_Your goal_. Every line from the line containing "I need the junctions" through the final line below is to be repeated exactly; no other line is.

_Available records_.
-- Opening Marker --
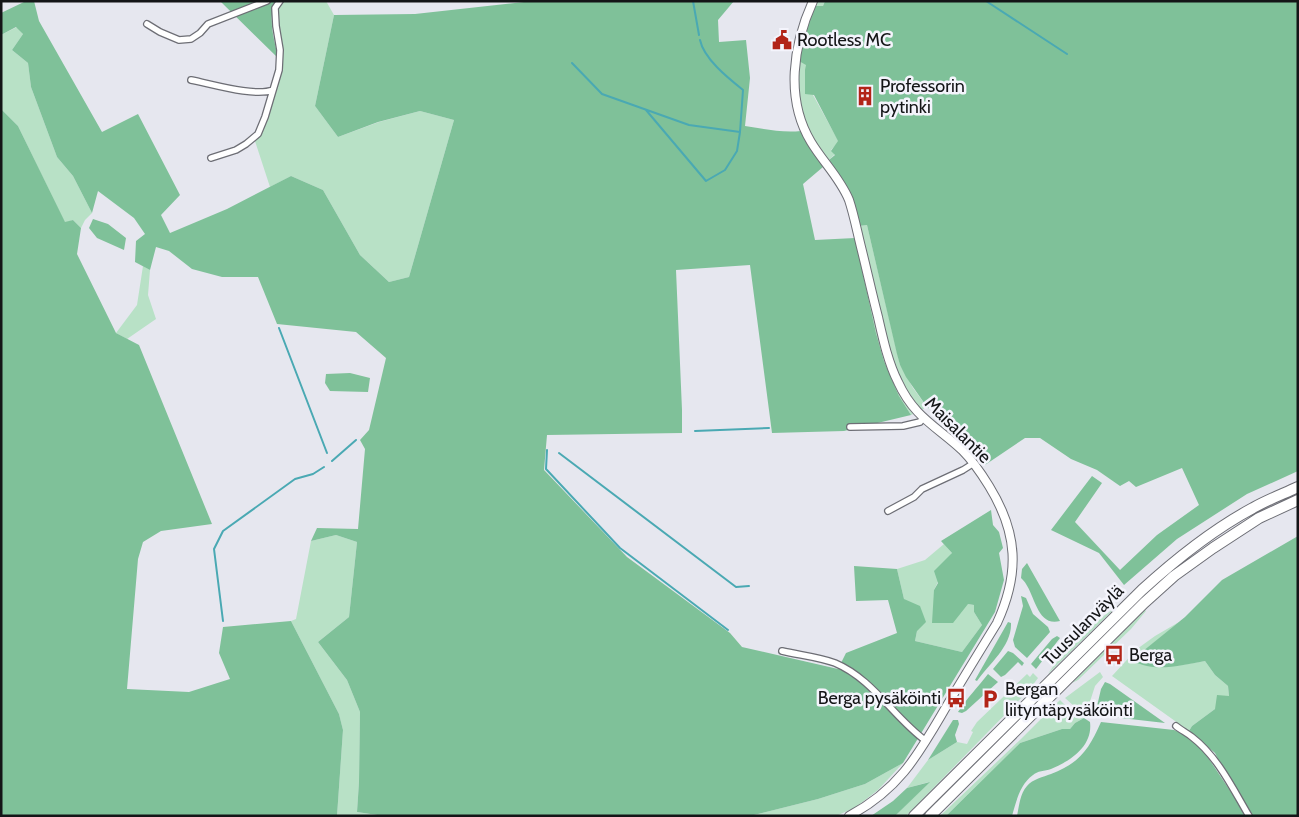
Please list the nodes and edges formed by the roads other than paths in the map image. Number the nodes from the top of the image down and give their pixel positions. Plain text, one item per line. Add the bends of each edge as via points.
1 (267, 1) edge
2 (280, 1) edge
3 (813, 1) edge
4 (146, 24) dead end
5 (191, 80) dead end
6 (273, 90) junction
7 (211, 158) dead end
8 (924, 418) junction
9 (850, 427) dead end
10 (974, 463) junction
11 (1298, 487) edge
12 (1298, 500) edge
13 (888, 511) dead end
14 (782, 651) dead end
15 (1176, 726) dead end
16 (926, 741) junction
17 (849, 816) edge
18 (914, 816) edge
19 (930, 816) edge
20 (1249, 816) edge

1 - 4 street via 208,24 190,39 179,40
2 - 6 street via 275,8 280,50
3 - 8 main road, Maisalantie via 798,47 794,75 798,113 810,140 850,200 891,366 904,395
5 - 6 street via 255,93
6 - 7 street via 258,134 241,148
8 - 9 street via 903,426
8 - 10 main road, Maisalantie
10 - 13 street via 922,489
10 - 16 main road, Maisalantie via 993,492 1006,522 1013,550 1010,585 997,623
11 - 18 highway, Tuusulanväylä via 1252,508 1198,542 1169,565
12 - 19 highway, Tuusulanväylä via 1259,518 1174,576
14 - 16 street via 833,663 849,671 866,683
15 - 20 street via 1207,751
16 - 17 main road, Maisalantie via 894,784 872,803

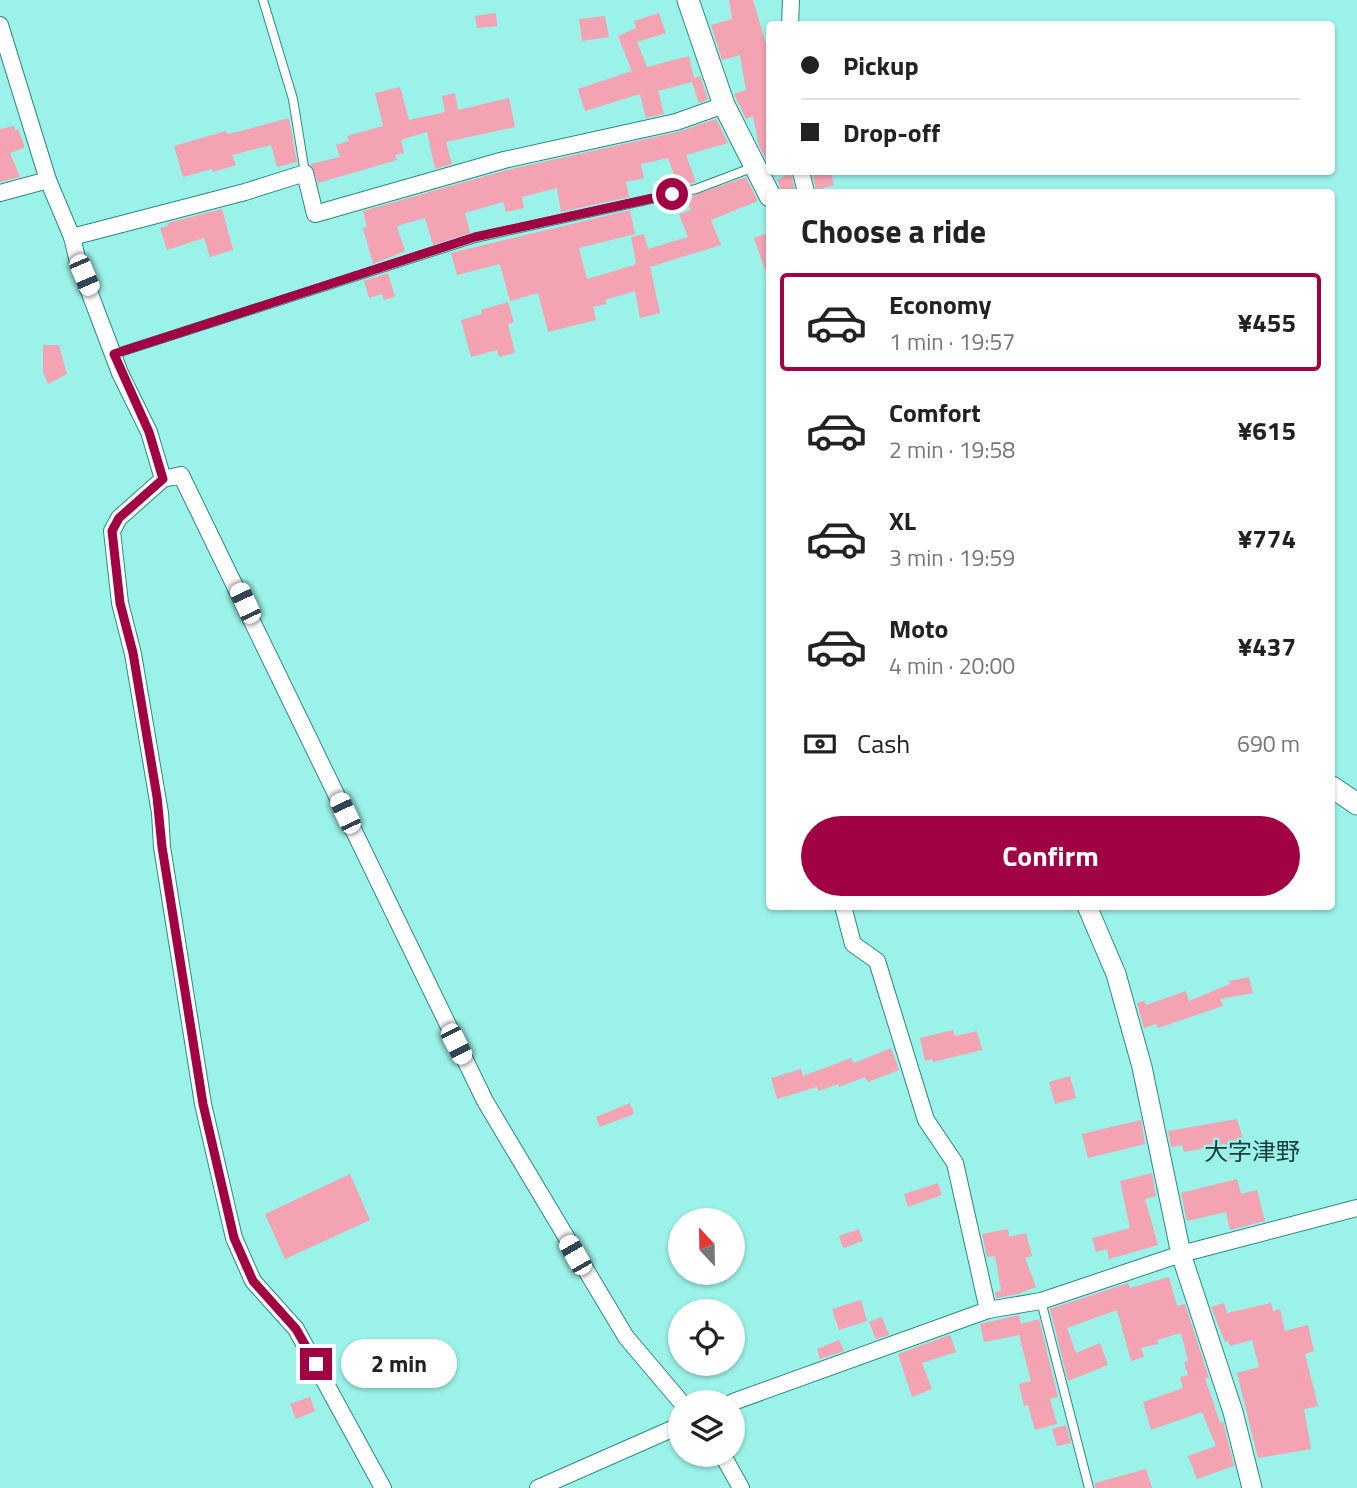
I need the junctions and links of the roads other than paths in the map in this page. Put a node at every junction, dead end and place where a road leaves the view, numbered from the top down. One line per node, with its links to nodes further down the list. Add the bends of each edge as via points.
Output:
1 (263, 0): 8 (lane, via 293,99)
2 (688, 0): 6 (main road)
3 (790, 0): 4 (street)
4 (790, 21)
5 (0, 25): 9 (street)
6 (724, 105): 7 (main road); 8 (street, via 676,122 504,160 315,214)
7 (754, 167): 10 (main road); 13 (lane, via 696,189 475,237)
8 (305, 173): 12 (street)
9 (48, 180): 11 (street); 12 (street)
10 (766, 189)
11 (0, 193)
12 (72, 237): 13 (street)
13 (114, 354): 14 (street, via 149,432)
14 (163, 479): 23 (street, via 181,475 485,1101 626,1337); 27 (street, via 119,518 112,531 113,554 156,791 208,1129 231,1228 253,1281 296,1329)
15 (1335, 789): 16 (main road)
16 (1357, 804)
17 (844, 910): 22 (street, via 853,944 877,961 926,1120 955,1163)
18 (1089, 910): 20 (street, via 1116,974 1142,1067)
19 (1357, 1208): 20 (street)
20 (1181, 1254): 21 (street); 31 (street, via 1233,1412)
21 (1041, 1301): 22 (street); 30 (lane)
22 (988, 1310): 24 (street)
23 (671, 1390)
24 (745, 1398)
25 (668, 1432): 28 (street)
26 (729, 1467): 29 (street)
27 (383, 1488)
28 (538, 1488)
29 (741, 1488)
30 (1089, 1488)
31 (1252, 1488)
-- Closing Marker --
_Finished exercise_.
I need the junctions and links of the roads other than paths in the map in this page. Put a node at every junction, dead end and place where a road leaves the view, numbered from the top down. One line per node, with its links to nodes further down the list. Add the bends of each edge as via points.
Output:
1 (263, 0): 8 (lane, via 293,99)
2 (688, 0): 6 (main road)
3 (790, 0): 4 (street)
4 (790, 21)
5 (0, 25): 9 (street)
6 (724, 105): 7 (main road); 8 (street, via 676,122 504,160 315,214)
7 (754, 167): 10 (main road); 13 (lane, via 696,189 475,237)
8 (305, 173): 12 (street)
9 (48, 180): 11 (street); 12 (street)
10 (766, 189)
11 (0, 193)
12 (72, 237): 13 (street)
13 (114, 354): 14 (street, via 149,432)
14 (163, 479): 23 (street, via 181,475 485,1101 626,1337); 27 (street, via 119,518 112,531 113,554 156,791 208,1129 231,1228 253,1281 296,1329)
15 (1335, 789): 16 (main road)
16 (1357, 804)
17 (844, 910): 22 (street, via 853,944 877,961 926,1120 955,1163)
18 (1089, 910): 20 (street, via 1116,974 1142,1067)
19 (1357, 1208): 20 (street)
20 (1181, 1254): 21 (street); 31 (street, via 1233,1412)
21 (1041, 1301): 22 (street); 30 (lane)
22 (988, 1310): 24 (street)
23 (671, 1390)
24 (745, 1398)
25 (668, 1432): 28 (street)
26 (729, 1467): 29 (street)
27 (383, 1488)
28 (538, 1488)
29 (741, 1488)
30 (1089, 1488)
31 (1252, 1488)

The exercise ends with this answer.